▶

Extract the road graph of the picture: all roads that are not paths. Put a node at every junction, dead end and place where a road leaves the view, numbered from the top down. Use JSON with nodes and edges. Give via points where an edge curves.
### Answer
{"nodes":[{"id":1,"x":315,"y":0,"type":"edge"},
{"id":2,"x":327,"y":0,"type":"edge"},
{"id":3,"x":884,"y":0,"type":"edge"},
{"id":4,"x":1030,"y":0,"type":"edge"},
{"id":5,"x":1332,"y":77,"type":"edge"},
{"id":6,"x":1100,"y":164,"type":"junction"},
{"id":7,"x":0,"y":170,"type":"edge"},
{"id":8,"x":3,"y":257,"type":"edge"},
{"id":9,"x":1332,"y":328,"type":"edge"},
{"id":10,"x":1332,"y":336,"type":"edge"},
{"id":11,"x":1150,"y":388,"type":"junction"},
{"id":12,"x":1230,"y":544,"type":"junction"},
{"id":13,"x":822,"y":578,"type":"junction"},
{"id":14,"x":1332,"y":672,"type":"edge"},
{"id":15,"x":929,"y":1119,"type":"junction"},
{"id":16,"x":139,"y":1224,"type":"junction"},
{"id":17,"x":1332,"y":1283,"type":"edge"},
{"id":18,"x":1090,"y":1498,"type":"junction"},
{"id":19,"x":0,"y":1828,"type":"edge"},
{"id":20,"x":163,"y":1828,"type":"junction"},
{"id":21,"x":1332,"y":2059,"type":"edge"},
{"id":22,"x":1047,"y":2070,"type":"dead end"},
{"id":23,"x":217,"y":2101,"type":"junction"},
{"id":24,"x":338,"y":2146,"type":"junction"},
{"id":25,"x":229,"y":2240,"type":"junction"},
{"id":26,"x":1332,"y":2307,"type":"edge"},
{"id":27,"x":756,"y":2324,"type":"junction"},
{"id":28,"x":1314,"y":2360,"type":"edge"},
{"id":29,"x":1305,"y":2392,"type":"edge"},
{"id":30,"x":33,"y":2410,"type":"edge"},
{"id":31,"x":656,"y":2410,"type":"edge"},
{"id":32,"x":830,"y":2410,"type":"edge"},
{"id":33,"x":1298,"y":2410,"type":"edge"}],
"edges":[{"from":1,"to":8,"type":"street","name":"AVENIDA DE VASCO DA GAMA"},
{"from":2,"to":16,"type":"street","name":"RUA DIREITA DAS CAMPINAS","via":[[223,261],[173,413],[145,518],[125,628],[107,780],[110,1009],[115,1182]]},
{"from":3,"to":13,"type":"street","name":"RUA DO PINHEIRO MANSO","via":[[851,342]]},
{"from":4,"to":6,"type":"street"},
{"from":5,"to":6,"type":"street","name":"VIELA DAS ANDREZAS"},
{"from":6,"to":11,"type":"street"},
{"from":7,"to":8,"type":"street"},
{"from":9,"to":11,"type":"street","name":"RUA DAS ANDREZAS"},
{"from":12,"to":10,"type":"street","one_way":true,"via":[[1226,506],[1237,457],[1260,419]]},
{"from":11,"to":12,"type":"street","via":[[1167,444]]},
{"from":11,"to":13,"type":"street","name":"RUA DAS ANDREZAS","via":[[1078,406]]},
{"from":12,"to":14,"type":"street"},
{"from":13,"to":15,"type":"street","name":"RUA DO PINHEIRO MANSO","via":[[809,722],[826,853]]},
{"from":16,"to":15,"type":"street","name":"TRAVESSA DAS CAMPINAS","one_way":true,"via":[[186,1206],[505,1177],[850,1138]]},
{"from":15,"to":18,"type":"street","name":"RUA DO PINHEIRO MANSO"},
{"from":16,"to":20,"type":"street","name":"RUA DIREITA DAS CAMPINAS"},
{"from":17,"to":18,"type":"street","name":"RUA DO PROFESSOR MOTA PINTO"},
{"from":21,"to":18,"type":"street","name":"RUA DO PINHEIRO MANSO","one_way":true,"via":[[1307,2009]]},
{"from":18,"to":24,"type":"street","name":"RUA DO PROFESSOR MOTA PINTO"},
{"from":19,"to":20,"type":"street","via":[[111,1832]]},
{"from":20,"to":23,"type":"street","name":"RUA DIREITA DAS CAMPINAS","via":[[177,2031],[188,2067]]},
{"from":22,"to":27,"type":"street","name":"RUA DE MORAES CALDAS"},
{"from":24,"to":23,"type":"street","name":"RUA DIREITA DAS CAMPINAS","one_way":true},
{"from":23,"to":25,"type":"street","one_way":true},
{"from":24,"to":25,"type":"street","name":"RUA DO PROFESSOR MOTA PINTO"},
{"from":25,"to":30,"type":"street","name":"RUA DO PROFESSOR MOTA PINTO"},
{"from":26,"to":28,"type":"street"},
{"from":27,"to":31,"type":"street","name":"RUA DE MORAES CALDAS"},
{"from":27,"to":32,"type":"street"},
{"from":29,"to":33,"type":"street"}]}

◀

*WHAT TO PRODUCE*
Which of the lines above include the string "nodes"? Pick them out and copy them.

*OUTPUT OF THE TASK*
Extract the road graph of the picture: all roads that are not paths. Put a node at every junction, dead end and place where a road leaves the view, numbered from the top down. Use JSON with nodes and edges. Give via points where an edge curves.
{"nodes":[{"id":1,"x":315,"y":0,"type":"edge"},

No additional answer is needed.